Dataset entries
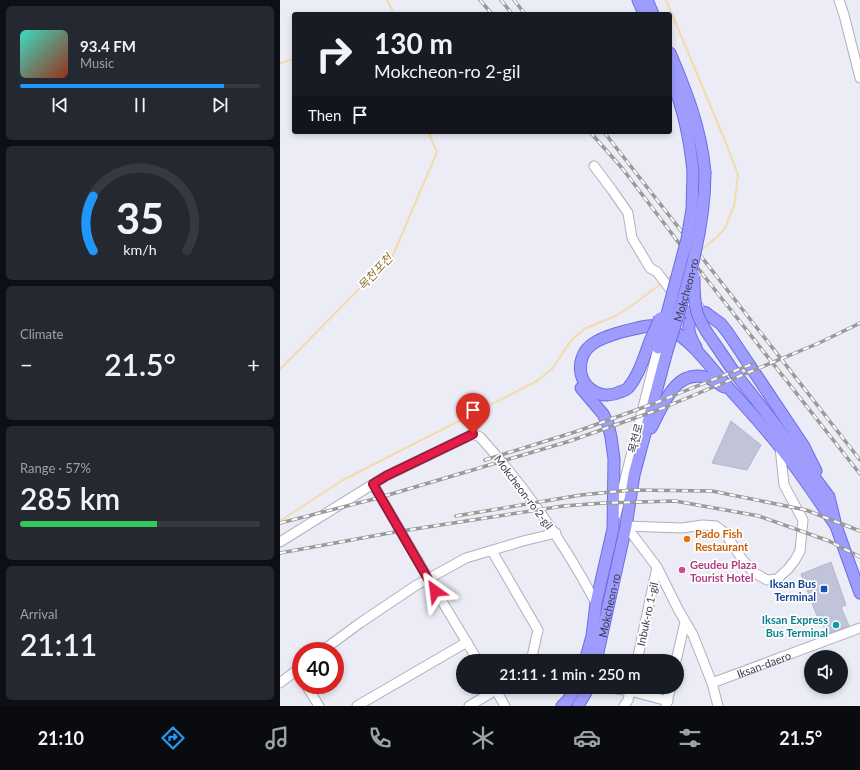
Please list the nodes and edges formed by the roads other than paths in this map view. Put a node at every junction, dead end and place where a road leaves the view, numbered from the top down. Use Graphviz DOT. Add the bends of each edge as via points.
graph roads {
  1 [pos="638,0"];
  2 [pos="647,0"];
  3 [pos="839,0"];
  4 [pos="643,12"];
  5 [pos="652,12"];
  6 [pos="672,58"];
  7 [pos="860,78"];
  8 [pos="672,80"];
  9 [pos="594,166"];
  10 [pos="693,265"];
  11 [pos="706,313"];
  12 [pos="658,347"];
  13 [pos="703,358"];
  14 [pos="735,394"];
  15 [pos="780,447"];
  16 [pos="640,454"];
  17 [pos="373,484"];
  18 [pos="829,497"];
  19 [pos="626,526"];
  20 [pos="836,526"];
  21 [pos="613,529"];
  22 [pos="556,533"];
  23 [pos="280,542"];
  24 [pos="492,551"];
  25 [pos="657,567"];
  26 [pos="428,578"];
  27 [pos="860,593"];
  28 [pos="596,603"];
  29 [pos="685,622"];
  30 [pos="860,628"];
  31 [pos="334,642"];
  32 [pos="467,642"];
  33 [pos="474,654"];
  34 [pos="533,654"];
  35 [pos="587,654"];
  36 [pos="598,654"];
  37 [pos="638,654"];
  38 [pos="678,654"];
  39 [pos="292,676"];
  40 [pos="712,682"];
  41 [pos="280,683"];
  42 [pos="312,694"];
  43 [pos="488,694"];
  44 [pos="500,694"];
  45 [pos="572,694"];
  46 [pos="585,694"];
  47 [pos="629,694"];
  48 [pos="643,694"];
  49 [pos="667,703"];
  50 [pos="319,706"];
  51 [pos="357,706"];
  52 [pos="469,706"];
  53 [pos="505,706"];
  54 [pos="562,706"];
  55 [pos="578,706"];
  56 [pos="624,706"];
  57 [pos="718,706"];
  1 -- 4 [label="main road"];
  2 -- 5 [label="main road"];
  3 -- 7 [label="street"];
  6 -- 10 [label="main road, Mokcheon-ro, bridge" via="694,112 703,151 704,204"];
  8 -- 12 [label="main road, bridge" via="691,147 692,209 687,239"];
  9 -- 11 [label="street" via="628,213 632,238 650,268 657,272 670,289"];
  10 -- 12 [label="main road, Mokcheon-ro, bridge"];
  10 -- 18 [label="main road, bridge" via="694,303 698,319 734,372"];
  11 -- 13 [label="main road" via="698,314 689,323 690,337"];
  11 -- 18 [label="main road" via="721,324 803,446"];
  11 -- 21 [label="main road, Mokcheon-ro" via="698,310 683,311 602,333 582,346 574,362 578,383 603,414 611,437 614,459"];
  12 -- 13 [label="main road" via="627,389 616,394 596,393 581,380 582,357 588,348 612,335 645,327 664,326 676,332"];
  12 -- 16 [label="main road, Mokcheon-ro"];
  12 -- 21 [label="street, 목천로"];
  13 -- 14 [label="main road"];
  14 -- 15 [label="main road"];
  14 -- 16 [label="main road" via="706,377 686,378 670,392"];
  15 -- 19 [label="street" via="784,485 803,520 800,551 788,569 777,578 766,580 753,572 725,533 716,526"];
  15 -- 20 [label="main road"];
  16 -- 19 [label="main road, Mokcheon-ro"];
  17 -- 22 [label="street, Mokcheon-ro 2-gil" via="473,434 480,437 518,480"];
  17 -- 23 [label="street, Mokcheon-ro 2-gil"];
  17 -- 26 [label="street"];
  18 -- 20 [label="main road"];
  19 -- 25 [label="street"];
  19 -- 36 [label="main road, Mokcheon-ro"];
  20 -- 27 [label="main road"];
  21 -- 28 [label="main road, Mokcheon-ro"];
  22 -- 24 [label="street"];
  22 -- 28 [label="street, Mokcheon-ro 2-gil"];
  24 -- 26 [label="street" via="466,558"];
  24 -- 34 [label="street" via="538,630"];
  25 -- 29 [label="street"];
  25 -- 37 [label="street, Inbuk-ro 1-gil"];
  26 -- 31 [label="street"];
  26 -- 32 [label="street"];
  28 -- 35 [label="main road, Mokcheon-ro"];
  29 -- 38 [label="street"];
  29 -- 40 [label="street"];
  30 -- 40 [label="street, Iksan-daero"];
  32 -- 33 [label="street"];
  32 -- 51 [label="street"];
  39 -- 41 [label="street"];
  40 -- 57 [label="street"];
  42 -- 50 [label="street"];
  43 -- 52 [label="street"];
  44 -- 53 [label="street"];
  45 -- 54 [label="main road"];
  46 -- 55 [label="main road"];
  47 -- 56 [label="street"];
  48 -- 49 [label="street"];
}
...
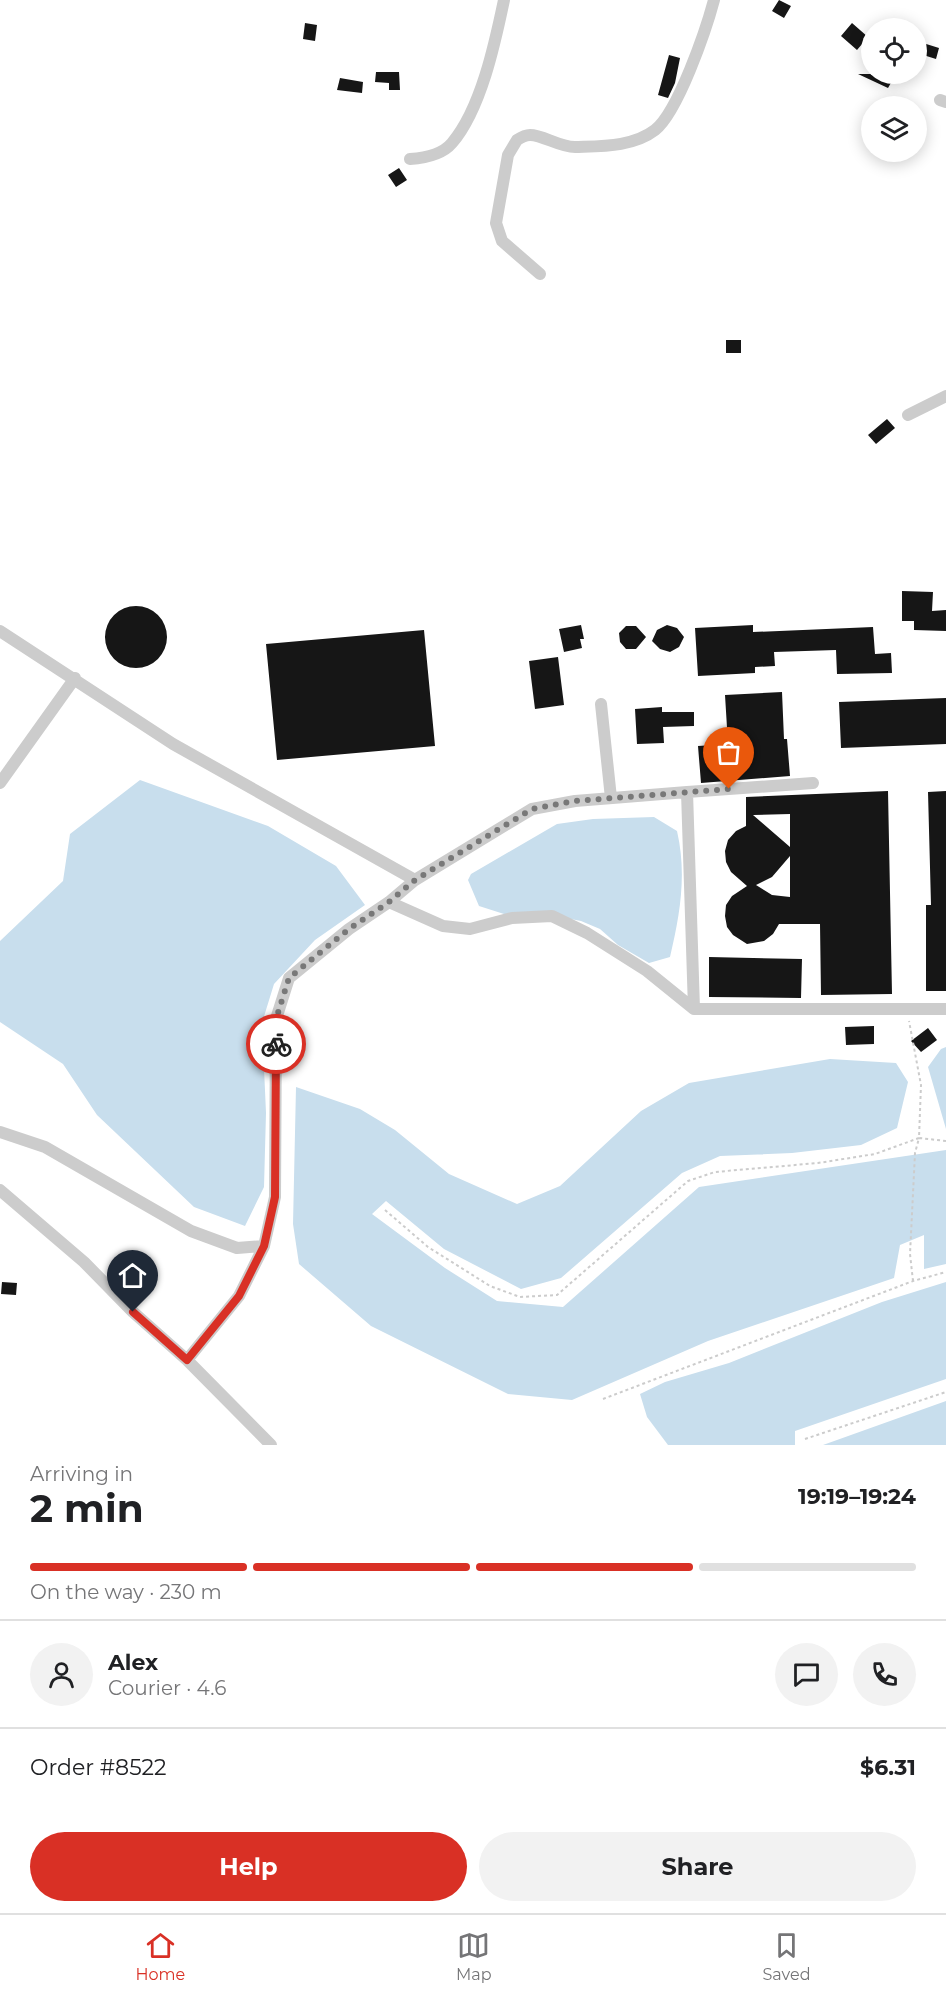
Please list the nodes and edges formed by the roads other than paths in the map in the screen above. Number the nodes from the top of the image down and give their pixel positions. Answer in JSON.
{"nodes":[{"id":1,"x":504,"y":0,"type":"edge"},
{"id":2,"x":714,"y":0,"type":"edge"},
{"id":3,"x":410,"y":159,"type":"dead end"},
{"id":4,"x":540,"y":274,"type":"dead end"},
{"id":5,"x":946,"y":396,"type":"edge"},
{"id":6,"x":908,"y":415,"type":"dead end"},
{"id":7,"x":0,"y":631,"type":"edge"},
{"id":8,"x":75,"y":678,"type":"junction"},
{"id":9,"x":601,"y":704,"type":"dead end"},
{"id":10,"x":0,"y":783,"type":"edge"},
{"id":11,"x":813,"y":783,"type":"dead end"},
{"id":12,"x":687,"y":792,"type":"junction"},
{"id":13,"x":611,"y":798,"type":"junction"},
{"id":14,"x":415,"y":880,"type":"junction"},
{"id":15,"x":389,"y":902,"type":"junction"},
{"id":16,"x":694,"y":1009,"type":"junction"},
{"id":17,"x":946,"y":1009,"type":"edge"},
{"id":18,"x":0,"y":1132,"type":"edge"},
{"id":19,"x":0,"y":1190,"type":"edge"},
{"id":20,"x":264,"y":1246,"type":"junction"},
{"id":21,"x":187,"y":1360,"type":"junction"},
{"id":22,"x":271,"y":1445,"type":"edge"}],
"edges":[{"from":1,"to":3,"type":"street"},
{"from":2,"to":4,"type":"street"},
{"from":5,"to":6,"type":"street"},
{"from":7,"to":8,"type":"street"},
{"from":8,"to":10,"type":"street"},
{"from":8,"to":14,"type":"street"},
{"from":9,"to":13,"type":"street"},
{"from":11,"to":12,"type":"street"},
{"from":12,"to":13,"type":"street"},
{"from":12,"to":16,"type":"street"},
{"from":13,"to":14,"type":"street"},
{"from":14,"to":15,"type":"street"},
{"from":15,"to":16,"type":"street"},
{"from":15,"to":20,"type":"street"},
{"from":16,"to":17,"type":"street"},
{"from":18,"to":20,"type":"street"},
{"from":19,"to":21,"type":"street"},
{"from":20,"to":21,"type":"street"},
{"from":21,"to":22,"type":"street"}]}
---
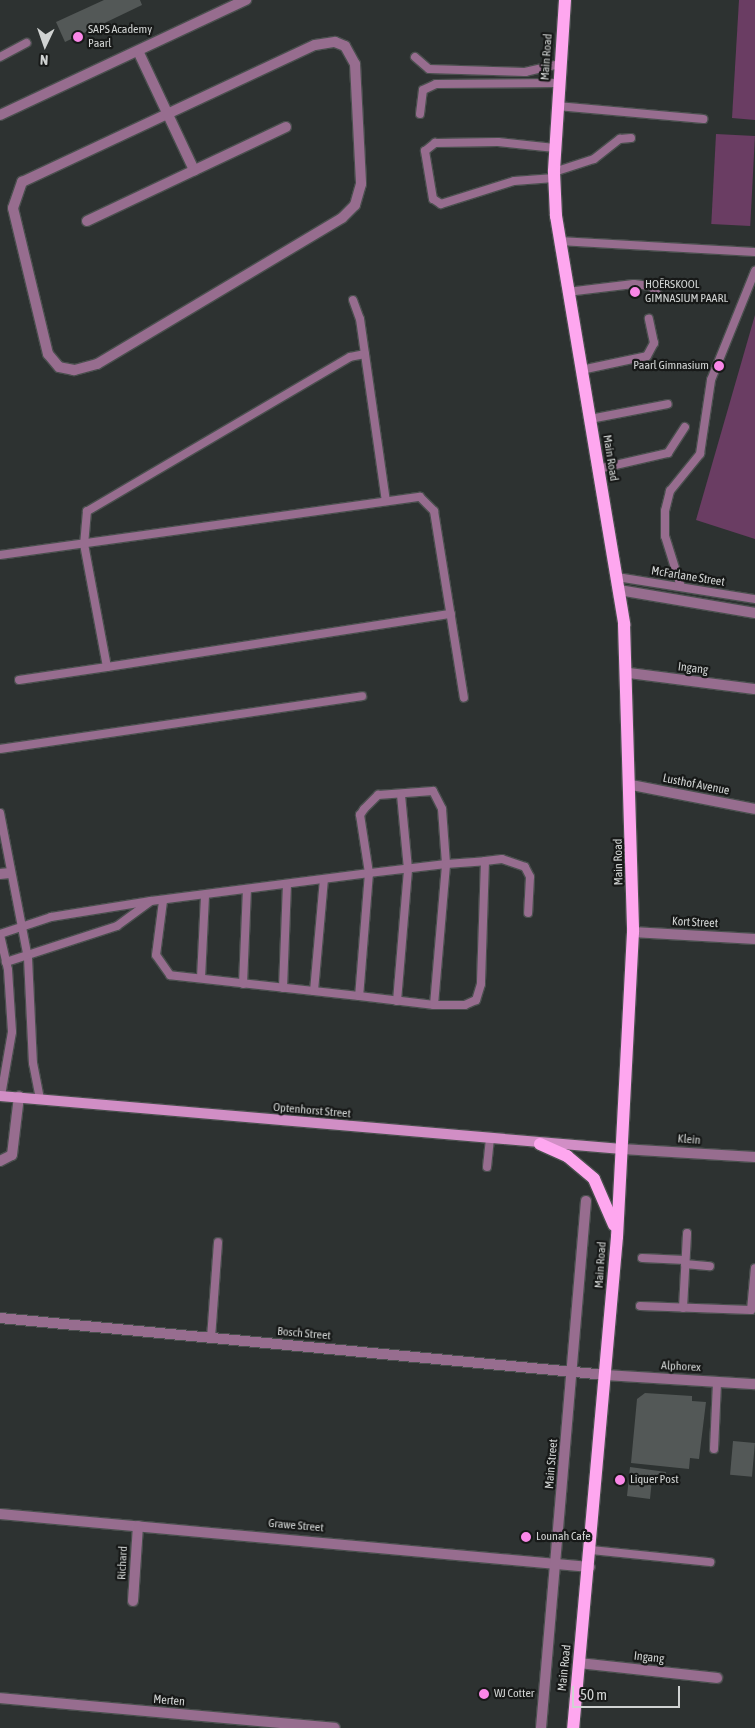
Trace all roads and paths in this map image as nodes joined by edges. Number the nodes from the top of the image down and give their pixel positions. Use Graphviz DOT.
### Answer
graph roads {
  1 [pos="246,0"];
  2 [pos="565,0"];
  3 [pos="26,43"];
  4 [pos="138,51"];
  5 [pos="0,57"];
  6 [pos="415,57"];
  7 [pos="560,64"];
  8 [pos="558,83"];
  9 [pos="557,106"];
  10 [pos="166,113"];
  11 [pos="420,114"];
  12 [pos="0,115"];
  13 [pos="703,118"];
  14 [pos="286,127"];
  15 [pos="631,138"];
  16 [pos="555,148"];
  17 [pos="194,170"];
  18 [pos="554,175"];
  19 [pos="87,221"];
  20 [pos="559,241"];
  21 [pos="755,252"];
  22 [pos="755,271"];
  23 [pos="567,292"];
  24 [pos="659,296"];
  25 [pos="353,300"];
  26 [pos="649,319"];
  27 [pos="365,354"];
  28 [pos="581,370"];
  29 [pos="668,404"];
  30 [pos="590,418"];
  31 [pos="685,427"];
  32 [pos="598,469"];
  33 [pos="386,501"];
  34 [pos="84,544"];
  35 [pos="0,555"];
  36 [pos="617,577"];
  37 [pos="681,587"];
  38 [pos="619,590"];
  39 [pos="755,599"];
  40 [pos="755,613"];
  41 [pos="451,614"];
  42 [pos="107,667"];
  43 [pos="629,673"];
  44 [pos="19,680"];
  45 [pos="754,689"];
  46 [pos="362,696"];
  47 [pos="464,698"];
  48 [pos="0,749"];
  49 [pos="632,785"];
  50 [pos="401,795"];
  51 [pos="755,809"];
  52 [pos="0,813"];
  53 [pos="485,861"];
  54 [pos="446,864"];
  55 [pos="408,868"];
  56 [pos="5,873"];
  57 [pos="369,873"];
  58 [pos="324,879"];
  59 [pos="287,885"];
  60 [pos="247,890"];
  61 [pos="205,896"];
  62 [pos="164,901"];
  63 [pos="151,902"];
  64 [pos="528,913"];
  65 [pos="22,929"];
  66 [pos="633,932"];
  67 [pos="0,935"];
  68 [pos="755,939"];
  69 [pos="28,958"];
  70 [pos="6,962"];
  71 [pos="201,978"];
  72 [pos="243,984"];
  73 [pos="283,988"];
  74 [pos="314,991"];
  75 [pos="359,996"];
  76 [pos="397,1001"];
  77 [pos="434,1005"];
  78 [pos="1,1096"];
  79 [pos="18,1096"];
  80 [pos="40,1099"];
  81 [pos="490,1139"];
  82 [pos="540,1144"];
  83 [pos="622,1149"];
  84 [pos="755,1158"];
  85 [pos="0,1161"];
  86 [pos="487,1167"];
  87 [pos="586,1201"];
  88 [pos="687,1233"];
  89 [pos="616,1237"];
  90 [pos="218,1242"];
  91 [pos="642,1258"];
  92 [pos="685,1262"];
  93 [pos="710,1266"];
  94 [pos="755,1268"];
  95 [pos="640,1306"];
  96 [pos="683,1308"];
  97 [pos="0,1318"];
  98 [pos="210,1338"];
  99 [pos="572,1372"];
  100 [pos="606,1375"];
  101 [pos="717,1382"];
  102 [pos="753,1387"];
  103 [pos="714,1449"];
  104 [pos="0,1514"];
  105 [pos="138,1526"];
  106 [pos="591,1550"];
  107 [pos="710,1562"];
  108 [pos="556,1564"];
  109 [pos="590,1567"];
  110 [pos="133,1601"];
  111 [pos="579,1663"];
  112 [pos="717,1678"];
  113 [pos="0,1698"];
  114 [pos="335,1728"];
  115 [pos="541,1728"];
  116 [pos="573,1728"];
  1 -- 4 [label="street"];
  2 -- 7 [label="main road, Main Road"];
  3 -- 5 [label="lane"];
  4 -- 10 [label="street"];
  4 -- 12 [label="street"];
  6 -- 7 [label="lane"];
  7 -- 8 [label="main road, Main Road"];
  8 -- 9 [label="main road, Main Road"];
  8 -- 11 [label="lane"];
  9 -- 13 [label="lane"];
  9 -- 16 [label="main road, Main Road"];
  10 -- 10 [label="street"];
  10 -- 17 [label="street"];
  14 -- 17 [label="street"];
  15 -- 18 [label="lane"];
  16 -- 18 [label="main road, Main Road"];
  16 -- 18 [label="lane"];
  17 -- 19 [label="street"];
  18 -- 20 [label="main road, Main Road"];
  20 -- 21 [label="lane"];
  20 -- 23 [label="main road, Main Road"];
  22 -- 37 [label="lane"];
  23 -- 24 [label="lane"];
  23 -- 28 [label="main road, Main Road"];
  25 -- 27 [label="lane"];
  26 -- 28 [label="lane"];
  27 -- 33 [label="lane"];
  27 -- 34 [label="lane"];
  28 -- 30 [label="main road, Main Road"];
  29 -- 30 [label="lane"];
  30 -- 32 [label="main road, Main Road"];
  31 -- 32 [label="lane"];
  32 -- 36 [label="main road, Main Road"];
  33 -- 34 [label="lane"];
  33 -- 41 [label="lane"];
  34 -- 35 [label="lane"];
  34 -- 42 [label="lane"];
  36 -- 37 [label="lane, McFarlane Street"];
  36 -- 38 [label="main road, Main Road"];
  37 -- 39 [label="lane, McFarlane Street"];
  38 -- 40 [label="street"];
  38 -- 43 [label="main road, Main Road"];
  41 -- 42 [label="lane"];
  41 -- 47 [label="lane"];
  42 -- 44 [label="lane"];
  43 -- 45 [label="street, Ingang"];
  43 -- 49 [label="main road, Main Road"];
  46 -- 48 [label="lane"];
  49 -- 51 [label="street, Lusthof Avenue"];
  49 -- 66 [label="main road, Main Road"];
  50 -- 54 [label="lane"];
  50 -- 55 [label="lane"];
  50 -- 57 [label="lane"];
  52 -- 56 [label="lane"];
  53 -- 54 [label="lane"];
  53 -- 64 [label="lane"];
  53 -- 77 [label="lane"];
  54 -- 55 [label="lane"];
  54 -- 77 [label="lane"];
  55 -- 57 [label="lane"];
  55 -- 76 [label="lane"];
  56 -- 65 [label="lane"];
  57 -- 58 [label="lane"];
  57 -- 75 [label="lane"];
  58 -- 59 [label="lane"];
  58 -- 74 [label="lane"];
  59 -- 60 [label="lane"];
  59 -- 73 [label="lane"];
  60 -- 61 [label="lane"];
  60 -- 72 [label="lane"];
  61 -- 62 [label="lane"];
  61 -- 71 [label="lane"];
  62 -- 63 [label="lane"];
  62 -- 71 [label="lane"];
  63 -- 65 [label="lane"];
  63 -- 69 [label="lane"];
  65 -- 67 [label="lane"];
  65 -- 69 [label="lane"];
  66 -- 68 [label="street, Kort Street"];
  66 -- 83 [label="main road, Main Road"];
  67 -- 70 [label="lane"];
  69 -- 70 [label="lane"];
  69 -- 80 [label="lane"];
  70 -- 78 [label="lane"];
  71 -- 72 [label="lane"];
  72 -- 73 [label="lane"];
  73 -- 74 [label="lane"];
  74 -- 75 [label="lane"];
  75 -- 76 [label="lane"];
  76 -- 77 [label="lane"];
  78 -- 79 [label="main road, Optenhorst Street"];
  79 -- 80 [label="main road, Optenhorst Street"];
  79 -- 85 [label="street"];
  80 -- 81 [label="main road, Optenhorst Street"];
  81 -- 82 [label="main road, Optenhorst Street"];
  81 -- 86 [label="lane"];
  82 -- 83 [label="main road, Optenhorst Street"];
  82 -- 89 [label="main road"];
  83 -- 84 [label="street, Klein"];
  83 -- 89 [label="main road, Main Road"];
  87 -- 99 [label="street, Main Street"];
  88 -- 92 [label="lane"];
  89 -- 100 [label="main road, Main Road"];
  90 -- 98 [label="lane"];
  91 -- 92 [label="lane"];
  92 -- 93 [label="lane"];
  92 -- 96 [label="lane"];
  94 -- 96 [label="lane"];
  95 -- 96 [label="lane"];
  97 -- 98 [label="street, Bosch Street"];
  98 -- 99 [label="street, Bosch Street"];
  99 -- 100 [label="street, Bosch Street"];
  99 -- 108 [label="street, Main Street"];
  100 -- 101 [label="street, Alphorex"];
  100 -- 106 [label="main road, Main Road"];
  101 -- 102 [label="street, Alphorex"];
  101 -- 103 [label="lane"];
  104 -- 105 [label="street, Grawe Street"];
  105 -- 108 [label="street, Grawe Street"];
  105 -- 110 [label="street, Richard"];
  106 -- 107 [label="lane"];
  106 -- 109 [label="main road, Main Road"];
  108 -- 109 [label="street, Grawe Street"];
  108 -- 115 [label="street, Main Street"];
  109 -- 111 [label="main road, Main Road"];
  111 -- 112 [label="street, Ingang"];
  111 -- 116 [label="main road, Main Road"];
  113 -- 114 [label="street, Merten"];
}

- **WHAT IS BEING ASKED**: Filter the records above for the string "Please" and copy each matching line.

- **ANSWER SPACE**:
Please list the nodes and edges formed by the roads other than paths in this map view. Put a node at every junction, dead end and place where a road leaves the view, numbered from the top down. Use Graphviz DOT. Add the bends of each edge as via points.
Please list the nodes and edges formed by the roads other than paths in the map in the screen above. Number the nodes from the top of the image down and give their pixel positions. Answer in JSON.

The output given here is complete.